--- WHAT IS REQUIRED ---
In the copy, include no pictures. Reproduce the rest of the entries exactly.

[Stored data]
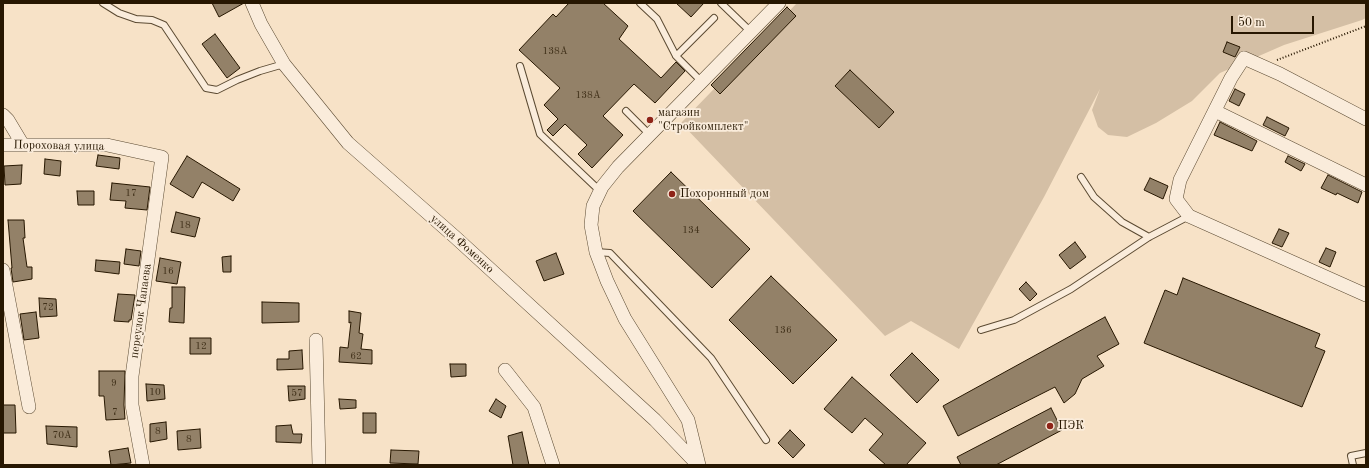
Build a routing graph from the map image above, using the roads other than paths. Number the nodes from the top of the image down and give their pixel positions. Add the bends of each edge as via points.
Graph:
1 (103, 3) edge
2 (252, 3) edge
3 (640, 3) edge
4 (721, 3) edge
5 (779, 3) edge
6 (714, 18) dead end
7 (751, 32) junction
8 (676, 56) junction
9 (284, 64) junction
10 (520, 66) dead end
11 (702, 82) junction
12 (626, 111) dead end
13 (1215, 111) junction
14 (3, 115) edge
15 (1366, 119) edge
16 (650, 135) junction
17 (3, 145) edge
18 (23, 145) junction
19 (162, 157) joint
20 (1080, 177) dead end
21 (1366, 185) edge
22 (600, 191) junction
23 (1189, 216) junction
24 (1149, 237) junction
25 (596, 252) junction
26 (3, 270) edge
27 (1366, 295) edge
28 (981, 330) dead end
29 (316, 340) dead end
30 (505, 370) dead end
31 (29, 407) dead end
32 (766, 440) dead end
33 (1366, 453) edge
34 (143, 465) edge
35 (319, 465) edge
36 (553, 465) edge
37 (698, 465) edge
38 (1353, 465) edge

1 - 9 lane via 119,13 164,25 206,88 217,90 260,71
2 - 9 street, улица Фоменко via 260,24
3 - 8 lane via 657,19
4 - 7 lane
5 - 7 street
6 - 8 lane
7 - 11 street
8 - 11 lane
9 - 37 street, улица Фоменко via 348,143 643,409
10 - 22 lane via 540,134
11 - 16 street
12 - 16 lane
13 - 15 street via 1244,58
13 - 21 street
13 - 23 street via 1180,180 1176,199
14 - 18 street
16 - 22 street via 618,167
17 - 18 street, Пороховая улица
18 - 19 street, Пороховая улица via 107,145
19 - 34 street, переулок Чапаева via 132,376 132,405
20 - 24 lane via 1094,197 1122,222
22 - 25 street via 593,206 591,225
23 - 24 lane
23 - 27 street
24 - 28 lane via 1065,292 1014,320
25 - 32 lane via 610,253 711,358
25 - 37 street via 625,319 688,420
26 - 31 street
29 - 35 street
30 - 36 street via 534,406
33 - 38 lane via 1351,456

--- TASK RESULT ---
Build a routing graph from the map image above, using the roads other than paths. Number the nodes from the top of the image down and give their pixel positions. Add the bends of each edge as via points.
Graph:
1 (103, 3) edge
2 (252, 3) edge
3 (640, 3) edge
4 (721, 3) edge
5 (779, 3) edge
6 (714, 18) dead end
7 (751, 32) junction
8 (676, 56) junction
9 (284, 64) junction
10 (520, 66) dead end
11 (702, 82) junction
12 (626, 111) dead end
13 (1215, 111) junction
14 (3, 115) edge
15 (1366, 119) edge
16 (650, 135) junction
17 (3, 145) edge
18 (23, 145) junction
19 (162, 157) joint
20 (1080, 177) dead end
21 (1366, 185) edge
22 (600, 191) junction
23 (1189, 216) junction
24 (1149, 237) junction
25 (596, 252) junction
26 (3, 270) edge
27 (1366, 295) edge
28 (981, 330) dead end
29 (316, 340) dead end
30 (505, 370) dead end
31 (29, 407) dead end
32 (766, 440) dead end
33 (1366, 453) edge
34 (143, 465) edge
35 (319, 465) edge
36 (553, 465) edge
37 (698, 465) edge
38 (1353, 465) edge

1 - 9 lane via 119,13 164,25 206,88 217,90 260,71
2 - 9 street, улица Фоменко via 260,24
3 - 8 lane via 657,19
4 - 7 lane
5 - 7 street
6 - 8 lane
7 - 11 street
8 - 11 lane
9 - 37 street, улица Фоменко via 348,143 643,409
10 - 22 lane via 540,134
11 - 16 street
12 - 16 lane
13 - 15 street via 1244,58
13 - 21 street
13 - 23 street via 1180,180 1176,199
14 - 18 street
16 - 22 street via 618,167
17 - 18 street, Пороховая улица
18 - 19 street, Пороховая улица via 107,145
19 - 34 street, переулок Чапаева via 132,376 132,405
20 - 24 lane via 1094,197 1122,222
22 - 25 street via 593,206 591,225
23 - 24 lane
23 - 27 street
24 - 28 lane via 1065,292 1014,320
25 - 32 lane via 610,253 711,358
25 - 37 street via 625,319 688,420
26 - 31 street
29 - 35 street
30 - 36 street via 534,406
33 - 38 lane via 1351,456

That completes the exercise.